The word count this morning: 22,778. That's five thousand words shy of my goal for the week. Sigh. Of course I did write 5000 words, and that is *nothing* to sneeze at, I just wish it would have been more.
The worse (best?) thing is that I have a pretty good idea why I was having such a hard if it time this week: my stress level has been elevated through the roof because of my obsessive desperation to find a day job. The short version of my situation is that that I absolutely *must* be gainfully employed by February--I'd prefer to be gainfully employed by December or January. Gainfully employed for me means bringing home about $300 a week -- which really isn't a huge goal, so there's the good news. The bad news is that my degree is in a field where jobs are drying up faster than water puddles in the Sahara. So like it or not, I may have to go back to waiting tables... and I really don't hate it, I just hated it that the first call I got for an interview was from a place I do NOT want to work (I don't seriously know why I even applied. Lesson learned. Don't apply unless I honestly want the job.)
Complicating matters is the fact that I have a contract to write a non-fiction book; the project means travelling around Michigan and visiting haunted places (all open to the public), talking to folks, doing a little research, taking some photos and writing about it. I am TOTALLY geeked about this job! (And it pays!) It's going to be a much needed working vacation. But..there's just always a 'but', isn't there? It means I absolutely must have some flexibility in my scheduling for the next few months. I'm due to start submitting chapters by October, and the whole thing needs to be wrapped up by May 1st. I'd like to get the northern parts of the state covered well before the snow starts flying--but living in lower Michigan, a trek up to the Upper Peninsula *isn't* a day trip. I'd like to take a week/week and a half to cover the U.P., and northern part of the Lower Pensula, just to get the worst of the driving done with well before winter hits. And I did mention working vacation, right? After that, I can take two and three days at a time to cover the middle and western parts of the state and a day or two at a time to hit local spots--all which can easily be done while working a day job. But until I get the first bit of travel/research done... I mean, come on: "Dear Mr. Potential employer, I need the week of Labor Day off for Dragon*con, the ability to take a week or so off during Sept/Oct/Nov., a weekend in October for a Sci-Fi con, where I'm a vendor/panelist (thanks Christine!!!)--already paid for--ditto for a convention in February. But after November, I can work full time, if that's what you need." Somehow this doesn't sound like a good way to start an interview... but I don't want to lie and then start asking for days off or calling in, that isn't ethical or right on any level.

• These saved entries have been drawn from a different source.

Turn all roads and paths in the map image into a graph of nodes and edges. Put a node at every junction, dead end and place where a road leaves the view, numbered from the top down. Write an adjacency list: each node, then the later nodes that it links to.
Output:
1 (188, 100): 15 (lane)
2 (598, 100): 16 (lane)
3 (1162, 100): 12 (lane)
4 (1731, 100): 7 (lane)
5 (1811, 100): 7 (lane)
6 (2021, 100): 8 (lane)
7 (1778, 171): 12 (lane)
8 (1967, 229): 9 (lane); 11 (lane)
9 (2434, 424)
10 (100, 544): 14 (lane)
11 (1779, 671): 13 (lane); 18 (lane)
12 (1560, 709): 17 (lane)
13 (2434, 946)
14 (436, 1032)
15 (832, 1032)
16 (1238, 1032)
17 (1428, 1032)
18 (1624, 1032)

Which leads to a scary decision. I'm going to table the job hunt.
Well, sort of. I'm still looking for that perfect library or bookstore gig... I mean, come on, it's what I went to school for, no way I'd give up a good book job! I'll find a way to make it work with the travelling if/when I find it. But I'm going to stop being desperate and applying to everything under the sun. I'm going to concentrate on writing the sequel to Heart's Home and I'm going to write the best darned haunted road trip guide that I can write! (AND, I'm going to have fun doing it!! I went in for the job specifically because it sounded like fun. I grew up on In search of... yes, I'm old. Get over it.) I'm going to get back to producing art work, because I haven't done much of that lately, either. And in my "spare" time, I'd like to get back to that Wicca book that got put on the back burner last year--that came up while I was meditating/journeying on what to do. (Oh yeah, and I need to do more of that, too... sometimes I forget that I'm a witch/shamanic student ;-)
I've done several tarot readings (so has my housemate) on the subject, and some meditation/journey work... all the signs point to the same thing: Let go of my fear. Fulfill my contractual obligations (i.e. write the ghost book). And above all: Have Faith. That is not an easy lesson for a Capricorn!
As if I needed any more coaxing, I found a giant zucchini in my garden this morning... which I know must sound like a strange omen (well, okay, I *do* write m/m erotica... snicker...) but for me the meaning was clear. Harvest, bounty, hard work paying off... and the fact that I'm not alone. (Other families have "giant fish" stories--you know "the one that got away". Well, my family has the giant zucchini story, the fruit that got bigger with each retelling of the tale. And no, I don't take a giant zucchini in my garden as proof positive that I'm on the right track, what it probably means is that it got so buried in the leaves that I didn't see it until it was three feet long, but it gave me a laugh and a cry and think about my Uncle Jesse, and THAT made me feel better.)
oops, ten minutes to get dressed and out the door; as a total distraction from all of this, my wonderful husband is taking me to see Rise of the Planet of the Apes this morning!